• masabaşından sosyolojinin nasıl yapıldığını gösterme amaçlı olduğunu düşündüğüm haber10 adlı sitenin haberi. profili çıkaranlar herhalde demiş ki, "içinde sosyologlar, siyaset bilimciler, kitleler, ideolojiler vs. gibi parlak ifadeler de kullanalım ki bilimsel olsun."

    yazıyı okuduğumuzda ise bu çalışmayı yapan kişinin, grubun veya herhangi bir kurumun adını dahi göremiyoruz. en az elli soruluk bir anketi gerektiren ve ancak gösterilere katılanlarla görüşülerek yapılabilecek bir çalışmayı "işte taksim göstericilerinin profili" diye sunmak için de zehir gibi bir yandaş olmak lazım tabi.

    --- spoiler ---

    sosyologlar ve siyaset bilimciler taksim’deki gösterici kitlesini şöyle tanımlıyor:

    - kürt sorununda çözüm istemiyorlar. kürtlerin siyasal, sosyal görünürlüğünden de rahatsız oluyorlar.
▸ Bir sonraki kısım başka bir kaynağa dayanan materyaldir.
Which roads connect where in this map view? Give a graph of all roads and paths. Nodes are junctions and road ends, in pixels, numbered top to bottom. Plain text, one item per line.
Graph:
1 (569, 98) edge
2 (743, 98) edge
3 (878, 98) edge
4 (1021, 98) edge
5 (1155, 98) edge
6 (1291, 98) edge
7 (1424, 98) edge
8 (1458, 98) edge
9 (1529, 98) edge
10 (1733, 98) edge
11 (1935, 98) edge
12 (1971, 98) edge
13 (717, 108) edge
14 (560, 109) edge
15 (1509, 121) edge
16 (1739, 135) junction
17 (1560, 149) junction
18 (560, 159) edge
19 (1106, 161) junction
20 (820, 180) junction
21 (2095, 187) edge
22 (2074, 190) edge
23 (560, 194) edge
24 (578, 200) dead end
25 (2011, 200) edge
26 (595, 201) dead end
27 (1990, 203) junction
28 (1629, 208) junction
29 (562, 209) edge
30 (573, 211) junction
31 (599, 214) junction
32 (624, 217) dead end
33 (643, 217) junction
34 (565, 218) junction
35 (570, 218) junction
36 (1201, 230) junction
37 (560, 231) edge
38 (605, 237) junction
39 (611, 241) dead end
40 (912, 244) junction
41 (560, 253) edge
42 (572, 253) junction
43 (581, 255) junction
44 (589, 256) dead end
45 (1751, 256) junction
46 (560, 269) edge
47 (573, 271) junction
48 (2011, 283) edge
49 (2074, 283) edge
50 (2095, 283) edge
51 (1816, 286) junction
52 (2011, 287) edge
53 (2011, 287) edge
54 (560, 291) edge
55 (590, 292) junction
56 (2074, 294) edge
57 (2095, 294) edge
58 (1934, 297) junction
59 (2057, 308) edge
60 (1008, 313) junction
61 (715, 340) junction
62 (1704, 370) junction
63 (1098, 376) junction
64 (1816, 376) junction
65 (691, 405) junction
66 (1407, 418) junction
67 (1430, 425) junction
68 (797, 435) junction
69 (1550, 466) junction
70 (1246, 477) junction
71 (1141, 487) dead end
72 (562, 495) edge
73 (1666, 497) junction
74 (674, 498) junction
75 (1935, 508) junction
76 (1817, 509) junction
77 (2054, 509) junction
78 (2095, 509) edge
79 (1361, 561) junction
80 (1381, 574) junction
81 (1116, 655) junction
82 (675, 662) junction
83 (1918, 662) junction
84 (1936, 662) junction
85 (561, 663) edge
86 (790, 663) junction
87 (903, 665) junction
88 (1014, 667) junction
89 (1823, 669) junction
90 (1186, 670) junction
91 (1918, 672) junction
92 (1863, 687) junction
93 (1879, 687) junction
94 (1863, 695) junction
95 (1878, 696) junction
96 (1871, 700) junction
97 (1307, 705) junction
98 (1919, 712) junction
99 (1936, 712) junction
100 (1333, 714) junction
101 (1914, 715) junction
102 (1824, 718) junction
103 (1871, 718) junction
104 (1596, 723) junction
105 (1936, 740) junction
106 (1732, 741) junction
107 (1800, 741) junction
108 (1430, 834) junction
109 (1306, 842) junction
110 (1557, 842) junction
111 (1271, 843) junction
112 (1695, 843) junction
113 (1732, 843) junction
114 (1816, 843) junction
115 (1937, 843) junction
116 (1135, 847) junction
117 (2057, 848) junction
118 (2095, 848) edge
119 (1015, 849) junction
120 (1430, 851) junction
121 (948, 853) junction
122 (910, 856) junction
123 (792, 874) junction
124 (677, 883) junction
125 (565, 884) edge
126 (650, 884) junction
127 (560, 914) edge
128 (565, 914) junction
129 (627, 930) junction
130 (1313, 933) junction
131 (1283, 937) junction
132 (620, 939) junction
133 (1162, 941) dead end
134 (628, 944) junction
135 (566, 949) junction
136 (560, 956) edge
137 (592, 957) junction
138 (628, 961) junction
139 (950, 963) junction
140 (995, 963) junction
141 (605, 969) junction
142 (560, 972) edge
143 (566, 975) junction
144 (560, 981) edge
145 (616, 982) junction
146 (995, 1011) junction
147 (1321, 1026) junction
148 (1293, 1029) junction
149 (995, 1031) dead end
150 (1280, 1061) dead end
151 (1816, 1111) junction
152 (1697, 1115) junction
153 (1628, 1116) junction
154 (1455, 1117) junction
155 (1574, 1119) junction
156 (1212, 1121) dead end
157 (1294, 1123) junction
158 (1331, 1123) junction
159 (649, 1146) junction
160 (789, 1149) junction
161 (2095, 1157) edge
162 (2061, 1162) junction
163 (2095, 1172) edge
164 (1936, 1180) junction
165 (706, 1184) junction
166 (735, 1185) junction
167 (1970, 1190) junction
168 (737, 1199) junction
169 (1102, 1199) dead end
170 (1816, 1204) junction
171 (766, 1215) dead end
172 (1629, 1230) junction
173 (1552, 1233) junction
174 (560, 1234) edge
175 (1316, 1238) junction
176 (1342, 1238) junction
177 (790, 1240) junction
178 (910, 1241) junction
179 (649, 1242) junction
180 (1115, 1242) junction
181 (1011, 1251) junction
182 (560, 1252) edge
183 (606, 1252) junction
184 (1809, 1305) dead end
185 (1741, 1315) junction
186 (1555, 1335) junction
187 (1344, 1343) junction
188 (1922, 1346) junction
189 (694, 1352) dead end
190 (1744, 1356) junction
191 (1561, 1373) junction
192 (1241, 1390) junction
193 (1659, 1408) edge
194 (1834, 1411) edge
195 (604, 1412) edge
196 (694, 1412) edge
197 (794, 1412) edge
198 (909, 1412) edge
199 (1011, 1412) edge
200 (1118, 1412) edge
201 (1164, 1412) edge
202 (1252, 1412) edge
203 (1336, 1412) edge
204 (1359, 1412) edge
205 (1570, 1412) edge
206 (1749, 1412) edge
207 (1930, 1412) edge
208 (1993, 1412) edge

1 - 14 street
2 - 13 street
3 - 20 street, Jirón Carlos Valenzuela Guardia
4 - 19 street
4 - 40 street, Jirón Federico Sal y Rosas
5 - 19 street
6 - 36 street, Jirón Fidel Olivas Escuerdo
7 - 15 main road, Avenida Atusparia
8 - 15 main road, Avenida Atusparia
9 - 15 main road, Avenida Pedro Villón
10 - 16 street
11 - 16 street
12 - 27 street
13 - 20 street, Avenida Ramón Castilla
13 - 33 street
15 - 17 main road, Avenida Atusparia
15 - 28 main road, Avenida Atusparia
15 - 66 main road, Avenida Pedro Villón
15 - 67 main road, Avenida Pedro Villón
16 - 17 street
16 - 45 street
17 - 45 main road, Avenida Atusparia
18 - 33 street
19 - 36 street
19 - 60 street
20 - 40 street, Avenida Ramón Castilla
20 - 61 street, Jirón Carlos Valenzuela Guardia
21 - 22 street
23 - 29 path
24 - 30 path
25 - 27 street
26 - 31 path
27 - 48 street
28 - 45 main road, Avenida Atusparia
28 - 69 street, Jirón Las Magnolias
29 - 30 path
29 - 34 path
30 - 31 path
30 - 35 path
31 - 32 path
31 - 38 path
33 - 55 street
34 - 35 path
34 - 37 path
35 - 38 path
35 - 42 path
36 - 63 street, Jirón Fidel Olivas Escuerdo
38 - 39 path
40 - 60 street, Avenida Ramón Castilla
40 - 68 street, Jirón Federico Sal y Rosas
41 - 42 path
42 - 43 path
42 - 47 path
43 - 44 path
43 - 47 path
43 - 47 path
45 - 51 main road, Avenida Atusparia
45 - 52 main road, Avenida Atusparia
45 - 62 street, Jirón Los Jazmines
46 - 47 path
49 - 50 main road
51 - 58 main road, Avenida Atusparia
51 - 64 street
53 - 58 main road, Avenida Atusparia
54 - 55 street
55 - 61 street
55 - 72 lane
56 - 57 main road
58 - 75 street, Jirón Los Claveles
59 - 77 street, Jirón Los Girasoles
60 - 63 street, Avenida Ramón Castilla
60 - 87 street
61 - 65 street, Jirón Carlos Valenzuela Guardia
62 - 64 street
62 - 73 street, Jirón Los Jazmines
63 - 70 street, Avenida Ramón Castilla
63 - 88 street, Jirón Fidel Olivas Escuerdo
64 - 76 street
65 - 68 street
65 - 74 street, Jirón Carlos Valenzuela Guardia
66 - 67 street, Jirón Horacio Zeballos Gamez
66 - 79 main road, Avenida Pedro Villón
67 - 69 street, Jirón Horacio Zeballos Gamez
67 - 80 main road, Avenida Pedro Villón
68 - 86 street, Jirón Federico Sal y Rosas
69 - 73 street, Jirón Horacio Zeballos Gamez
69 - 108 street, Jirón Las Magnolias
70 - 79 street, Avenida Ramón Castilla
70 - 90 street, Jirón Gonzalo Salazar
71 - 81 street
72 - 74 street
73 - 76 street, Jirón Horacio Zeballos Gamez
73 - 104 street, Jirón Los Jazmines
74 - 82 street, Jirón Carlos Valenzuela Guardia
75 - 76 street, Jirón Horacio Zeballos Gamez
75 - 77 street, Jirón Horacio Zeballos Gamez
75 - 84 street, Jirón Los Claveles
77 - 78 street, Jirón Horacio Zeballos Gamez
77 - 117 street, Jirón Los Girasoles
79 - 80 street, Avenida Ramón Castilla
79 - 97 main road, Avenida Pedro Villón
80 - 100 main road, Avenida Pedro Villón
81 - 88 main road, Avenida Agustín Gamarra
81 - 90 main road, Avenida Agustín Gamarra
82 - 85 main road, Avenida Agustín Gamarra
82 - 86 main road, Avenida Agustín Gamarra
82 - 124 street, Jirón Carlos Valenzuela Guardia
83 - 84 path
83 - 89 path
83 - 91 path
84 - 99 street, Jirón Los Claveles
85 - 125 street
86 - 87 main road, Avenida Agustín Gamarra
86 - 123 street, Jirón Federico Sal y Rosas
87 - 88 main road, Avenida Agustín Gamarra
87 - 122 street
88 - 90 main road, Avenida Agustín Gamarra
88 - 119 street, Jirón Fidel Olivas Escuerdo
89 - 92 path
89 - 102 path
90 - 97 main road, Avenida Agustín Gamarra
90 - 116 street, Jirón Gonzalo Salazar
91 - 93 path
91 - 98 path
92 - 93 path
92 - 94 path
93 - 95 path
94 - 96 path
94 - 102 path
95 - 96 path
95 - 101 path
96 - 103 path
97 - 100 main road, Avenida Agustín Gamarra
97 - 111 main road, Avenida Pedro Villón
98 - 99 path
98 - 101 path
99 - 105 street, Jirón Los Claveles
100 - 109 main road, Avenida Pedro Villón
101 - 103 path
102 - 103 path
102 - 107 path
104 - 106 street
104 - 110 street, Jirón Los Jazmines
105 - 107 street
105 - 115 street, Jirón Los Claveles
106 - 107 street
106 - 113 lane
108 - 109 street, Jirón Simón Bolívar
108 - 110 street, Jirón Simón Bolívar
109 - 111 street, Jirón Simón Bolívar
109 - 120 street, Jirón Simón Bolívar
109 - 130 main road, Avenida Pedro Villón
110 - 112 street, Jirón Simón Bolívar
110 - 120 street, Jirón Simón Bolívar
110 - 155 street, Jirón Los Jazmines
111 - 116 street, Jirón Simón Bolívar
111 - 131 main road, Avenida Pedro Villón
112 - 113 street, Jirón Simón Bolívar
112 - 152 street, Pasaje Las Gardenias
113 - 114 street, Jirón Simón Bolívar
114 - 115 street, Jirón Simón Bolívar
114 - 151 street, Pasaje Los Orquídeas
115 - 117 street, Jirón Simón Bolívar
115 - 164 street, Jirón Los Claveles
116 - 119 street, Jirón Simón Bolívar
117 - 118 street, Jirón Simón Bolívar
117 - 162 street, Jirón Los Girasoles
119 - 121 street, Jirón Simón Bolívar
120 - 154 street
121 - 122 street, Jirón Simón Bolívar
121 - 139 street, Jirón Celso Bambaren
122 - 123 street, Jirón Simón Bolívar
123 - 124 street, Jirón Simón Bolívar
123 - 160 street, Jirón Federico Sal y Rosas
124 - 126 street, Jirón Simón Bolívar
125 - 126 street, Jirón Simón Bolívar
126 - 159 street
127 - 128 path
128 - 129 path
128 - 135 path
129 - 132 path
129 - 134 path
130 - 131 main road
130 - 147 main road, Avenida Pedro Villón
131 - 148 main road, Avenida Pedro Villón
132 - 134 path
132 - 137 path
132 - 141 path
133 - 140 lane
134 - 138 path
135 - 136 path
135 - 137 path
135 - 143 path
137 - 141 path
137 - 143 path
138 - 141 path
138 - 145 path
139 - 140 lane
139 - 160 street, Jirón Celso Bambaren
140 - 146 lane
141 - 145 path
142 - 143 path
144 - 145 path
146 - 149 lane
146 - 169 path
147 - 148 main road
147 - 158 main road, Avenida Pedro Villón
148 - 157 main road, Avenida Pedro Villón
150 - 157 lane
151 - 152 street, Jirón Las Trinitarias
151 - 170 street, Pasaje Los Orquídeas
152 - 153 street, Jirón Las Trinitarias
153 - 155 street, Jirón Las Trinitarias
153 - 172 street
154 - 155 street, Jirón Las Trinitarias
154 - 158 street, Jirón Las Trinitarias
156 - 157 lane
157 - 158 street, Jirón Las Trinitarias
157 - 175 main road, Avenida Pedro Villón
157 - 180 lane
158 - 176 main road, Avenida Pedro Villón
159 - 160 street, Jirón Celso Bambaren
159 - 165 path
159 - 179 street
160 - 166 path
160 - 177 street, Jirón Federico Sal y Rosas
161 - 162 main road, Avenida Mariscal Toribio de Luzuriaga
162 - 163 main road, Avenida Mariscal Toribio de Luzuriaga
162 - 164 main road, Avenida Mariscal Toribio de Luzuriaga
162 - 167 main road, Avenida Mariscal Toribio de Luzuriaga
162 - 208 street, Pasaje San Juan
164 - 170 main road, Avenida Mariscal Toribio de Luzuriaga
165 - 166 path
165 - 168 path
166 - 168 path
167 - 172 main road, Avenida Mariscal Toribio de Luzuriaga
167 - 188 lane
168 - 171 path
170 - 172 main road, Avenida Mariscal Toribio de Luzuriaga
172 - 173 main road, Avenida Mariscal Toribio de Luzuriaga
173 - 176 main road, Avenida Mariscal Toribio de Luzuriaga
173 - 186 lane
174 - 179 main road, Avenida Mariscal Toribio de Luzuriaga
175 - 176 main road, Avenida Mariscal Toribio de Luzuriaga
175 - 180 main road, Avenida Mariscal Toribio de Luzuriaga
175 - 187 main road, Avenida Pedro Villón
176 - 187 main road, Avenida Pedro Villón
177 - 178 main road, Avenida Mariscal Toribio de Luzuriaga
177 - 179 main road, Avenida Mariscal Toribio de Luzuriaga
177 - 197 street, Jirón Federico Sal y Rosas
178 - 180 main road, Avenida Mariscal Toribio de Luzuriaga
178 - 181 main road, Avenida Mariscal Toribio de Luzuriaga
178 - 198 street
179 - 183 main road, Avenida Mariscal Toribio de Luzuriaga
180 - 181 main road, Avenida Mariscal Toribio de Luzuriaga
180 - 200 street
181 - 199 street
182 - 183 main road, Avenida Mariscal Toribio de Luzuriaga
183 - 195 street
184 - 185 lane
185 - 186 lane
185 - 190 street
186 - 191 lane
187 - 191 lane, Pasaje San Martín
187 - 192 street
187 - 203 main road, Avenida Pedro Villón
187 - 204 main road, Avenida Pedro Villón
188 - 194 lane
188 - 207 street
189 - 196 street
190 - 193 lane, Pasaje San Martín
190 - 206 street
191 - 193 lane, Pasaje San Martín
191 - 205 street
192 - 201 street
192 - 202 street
    - başörtülü kadınların, genç kızların sosyal hayatta rol almasına ve devlette çalışmasına kesinlikle karşı çıkıyorlar.

    --- spoiler ---

    http://haber10.com/haber/379239/#.ua8nd9i2xxv
  • isviçreli bilimadamları tarafından araştırılmaktadır. şu an öne çıkan çarpıcı sonuçlara göre yaratıcı bir profil çıkmış ortaya, aralarında nefes alıp verenler bile varmış.
  • - hemen hepsi, ergenekon, balyoz, andıç gibi davaların görülmesine karşı. büyük çoğunluğu bu davalara karşı çıkan eylemlere de katılarak davalılara destek verdi.
    maddesi ile beni benden alan haber.
    bahsettiği sosyologların götünde entegre mobese kamerası var sanırım ve 9 yıllık görüntü kaydı tutup kayıt altında tuttuğu milyonlarca kişiyi eigenface algoritması ile yüz tanıyarak tespit ediyorlar.
    götünü yiyim abi bana buldurun bu sosyologları
  • sol frame de görünce güzel direnişçi kızların facebook profillerini bulacağımı sanıp heyecanlandığım profil ama değilmiş :(

    (bkz: pardon gaz size de biraz acı geldi mi?)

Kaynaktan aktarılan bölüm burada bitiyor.